Cone of Half-Angle θ

For a right circular cone with full apex angle 2θ:

Ω = 2π × (1 − cos(θ)) sr

where θ is the half-angle (axis to edge). For very narrow cones, this simplifies to Ω ≈ π × θ² (with θ in radians).

Area at Distance

For a small area A on a sphere of radius r, or any small area perpendicular to the line of sight:

Ω = A / r²

This is the working definition: a unit steradian is the solid angle subtended by an area equal to r² at distance r.

Square Degrees

Astronomers often use the unit square degree:

1 sr = (180/π)² ≈ 3282.806 deg² Whole sphere = 41,253 deg²

Common Reference Angles

Source Half-angle Solid angle
Sun from Earth 0.266° 6.8 × 10⁻⁵ sr
Moon from Earth 0.259° 6.4 × 10⁻⁵ sr
Hubble Deep Field ~ 1.4 × 10⁻⁴ deg² 4.2 × 10⁻⁸ sr
Andromeda galaxy 1.5° × 0.5° ~ 0.75 deg²
Milky Way disc wide ~ 4000 deg²

Applications

Field Use
Optics Lens collection efficiency, étendue
Astronomy Sky-survey areas, intensity from sources
Radiometry Radiant intensity (W/sr) and radiance (W/m²/sr)
Acoustics Directionality of speakers / mics
Computer graphics Hemispherical lighting integrals

Worked Example — A 10° Beam Flashlight

Half-angle θ = 5° = 0.0873 rad.

  • Ω = 2π × (1 − cos(5°)) = 2π × (1 − 0.9962) = 0.0239 sr
  • That is about 78.4 deg² — roughly the size of a postage stamp held at arm’s length.

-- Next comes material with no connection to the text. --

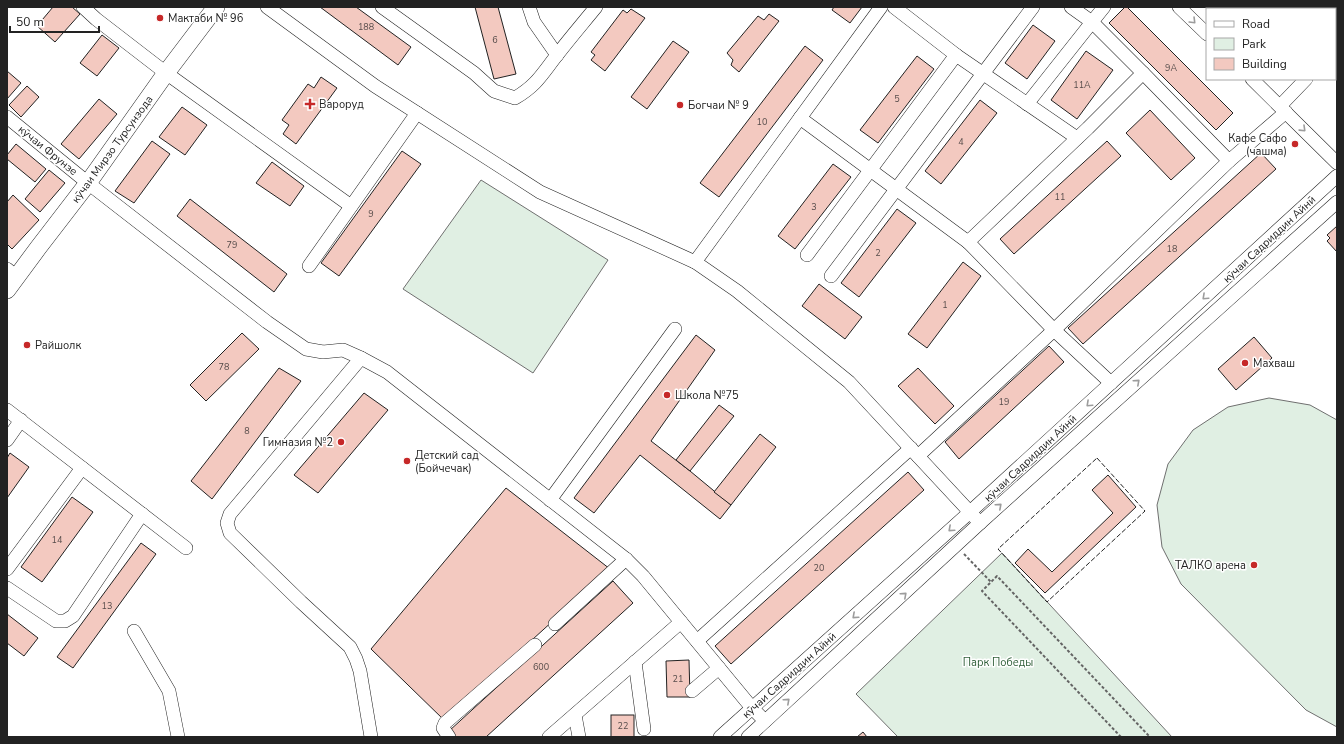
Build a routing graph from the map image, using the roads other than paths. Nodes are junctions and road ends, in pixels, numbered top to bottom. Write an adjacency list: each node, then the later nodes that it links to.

Worked Example — A Window 1 m² Seen from 4 m

Ω = A / r² = 1 / 16 = 0.0625 sr (≈ 205 deg²). This is valid as long as the area is small relative to the distance — for wide views you need to use the cone formula.

Caveats

The Ω = A/r² formula is exact only when the area sits perpendicular to the line of sight and is small enough that the sphere can be approximated as flat in that region. For oblique surfaces, multiply by cos(angle from normal) — this is the basis of Lambert’s cosine law in optics and radiometry.